Top of Task input
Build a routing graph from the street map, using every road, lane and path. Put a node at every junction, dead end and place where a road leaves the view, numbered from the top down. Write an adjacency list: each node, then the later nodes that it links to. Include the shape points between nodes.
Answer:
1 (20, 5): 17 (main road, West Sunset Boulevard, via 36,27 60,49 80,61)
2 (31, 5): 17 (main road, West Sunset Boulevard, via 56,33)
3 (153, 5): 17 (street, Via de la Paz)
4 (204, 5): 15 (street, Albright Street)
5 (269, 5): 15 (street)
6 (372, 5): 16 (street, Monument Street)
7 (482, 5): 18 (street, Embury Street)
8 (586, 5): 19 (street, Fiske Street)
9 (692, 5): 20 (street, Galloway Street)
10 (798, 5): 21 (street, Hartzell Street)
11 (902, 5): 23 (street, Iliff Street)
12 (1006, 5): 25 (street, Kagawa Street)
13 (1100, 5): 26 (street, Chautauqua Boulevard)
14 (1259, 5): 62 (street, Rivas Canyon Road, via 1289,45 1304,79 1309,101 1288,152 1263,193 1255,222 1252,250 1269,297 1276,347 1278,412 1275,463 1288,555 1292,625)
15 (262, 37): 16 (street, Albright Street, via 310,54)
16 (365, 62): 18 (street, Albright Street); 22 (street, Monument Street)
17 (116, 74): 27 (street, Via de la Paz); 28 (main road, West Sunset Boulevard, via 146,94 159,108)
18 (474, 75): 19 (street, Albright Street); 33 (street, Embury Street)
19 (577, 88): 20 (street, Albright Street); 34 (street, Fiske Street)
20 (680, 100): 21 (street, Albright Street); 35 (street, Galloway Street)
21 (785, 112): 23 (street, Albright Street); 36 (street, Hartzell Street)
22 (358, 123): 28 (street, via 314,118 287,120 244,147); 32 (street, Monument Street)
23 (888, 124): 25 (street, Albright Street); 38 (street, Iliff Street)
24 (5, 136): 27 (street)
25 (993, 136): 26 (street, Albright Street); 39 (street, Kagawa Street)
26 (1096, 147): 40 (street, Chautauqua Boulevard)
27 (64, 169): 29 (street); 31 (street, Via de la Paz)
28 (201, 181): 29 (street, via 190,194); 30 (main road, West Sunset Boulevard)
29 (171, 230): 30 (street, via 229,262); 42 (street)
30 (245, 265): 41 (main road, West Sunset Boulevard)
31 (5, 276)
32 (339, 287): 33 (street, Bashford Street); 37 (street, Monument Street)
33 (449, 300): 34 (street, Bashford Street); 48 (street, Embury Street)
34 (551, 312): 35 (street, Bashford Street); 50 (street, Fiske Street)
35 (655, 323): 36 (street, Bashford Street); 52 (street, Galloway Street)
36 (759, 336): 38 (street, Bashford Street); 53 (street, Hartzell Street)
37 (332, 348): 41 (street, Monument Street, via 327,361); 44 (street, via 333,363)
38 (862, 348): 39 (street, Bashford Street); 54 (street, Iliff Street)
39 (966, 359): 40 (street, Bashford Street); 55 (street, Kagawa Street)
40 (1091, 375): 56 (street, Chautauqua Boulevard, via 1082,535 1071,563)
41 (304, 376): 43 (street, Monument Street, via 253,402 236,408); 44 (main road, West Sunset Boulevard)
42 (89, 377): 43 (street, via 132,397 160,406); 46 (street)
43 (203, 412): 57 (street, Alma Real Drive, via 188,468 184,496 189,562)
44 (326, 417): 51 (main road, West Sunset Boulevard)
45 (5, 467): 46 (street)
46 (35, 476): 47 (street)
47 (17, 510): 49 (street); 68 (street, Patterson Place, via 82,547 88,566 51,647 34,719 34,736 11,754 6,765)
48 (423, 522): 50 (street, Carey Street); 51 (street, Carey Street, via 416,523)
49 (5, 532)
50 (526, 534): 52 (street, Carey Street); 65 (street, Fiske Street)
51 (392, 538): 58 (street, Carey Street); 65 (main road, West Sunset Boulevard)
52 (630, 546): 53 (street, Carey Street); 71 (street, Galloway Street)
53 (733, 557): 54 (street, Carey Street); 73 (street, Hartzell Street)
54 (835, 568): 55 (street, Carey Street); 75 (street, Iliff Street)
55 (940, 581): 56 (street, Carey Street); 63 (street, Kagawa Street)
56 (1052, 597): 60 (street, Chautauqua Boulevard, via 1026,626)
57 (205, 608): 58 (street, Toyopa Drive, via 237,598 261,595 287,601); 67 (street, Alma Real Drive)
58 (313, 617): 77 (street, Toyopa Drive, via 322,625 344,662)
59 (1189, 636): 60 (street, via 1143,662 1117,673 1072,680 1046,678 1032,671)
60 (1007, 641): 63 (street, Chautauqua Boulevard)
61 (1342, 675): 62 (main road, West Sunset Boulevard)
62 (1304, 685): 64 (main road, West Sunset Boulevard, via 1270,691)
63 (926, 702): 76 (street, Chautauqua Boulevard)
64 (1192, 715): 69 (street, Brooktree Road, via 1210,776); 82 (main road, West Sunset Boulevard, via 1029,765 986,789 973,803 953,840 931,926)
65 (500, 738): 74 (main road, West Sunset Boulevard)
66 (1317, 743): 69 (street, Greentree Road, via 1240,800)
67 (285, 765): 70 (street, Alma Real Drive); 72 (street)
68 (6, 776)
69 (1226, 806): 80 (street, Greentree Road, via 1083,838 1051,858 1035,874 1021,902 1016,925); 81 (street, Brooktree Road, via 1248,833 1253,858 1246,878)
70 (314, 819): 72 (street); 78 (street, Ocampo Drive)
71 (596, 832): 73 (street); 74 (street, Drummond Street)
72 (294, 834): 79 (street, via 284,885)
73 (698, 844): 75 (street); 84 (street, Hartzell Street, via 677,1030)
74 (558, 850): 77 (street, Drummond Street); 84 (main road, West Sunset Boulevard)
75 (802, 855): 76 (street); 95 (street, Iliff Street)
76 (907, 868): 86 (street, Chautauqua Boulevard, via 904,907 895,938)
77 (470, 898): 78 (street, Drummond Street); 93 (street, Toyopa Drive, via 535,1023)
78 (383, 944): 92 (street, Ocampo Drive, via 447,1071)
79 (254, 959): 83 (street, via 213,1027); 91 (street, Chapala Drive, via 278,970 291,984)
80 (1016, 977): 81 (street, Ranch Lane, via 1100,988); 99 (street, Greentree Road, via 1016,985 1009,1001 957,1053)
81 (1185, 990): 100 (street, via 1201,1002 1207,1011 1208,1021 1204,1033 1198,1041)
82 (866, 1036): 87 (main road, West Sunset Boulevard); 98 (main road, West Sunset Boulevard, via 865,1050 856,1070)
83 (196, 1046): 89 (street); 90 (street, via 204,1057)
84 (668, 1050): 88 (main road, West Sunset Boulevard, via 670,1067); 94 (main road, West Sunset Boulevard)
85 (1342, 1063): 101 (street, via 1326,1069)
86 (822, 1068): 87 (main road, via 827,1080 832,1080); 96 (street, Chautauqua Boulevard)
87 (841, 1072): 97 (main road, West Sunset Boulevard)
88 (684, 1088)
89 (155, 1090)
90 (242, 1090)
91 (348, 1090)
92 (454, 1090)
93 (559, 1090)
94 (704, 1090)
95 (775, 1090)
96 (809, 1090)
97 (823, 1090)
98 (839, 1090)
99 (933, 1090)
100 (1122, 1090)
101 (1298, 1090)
Bottom of Task input
Work instructions: What is wanted is one number: how many lines in the listing hold the string "Ocampo".

Task answer: 2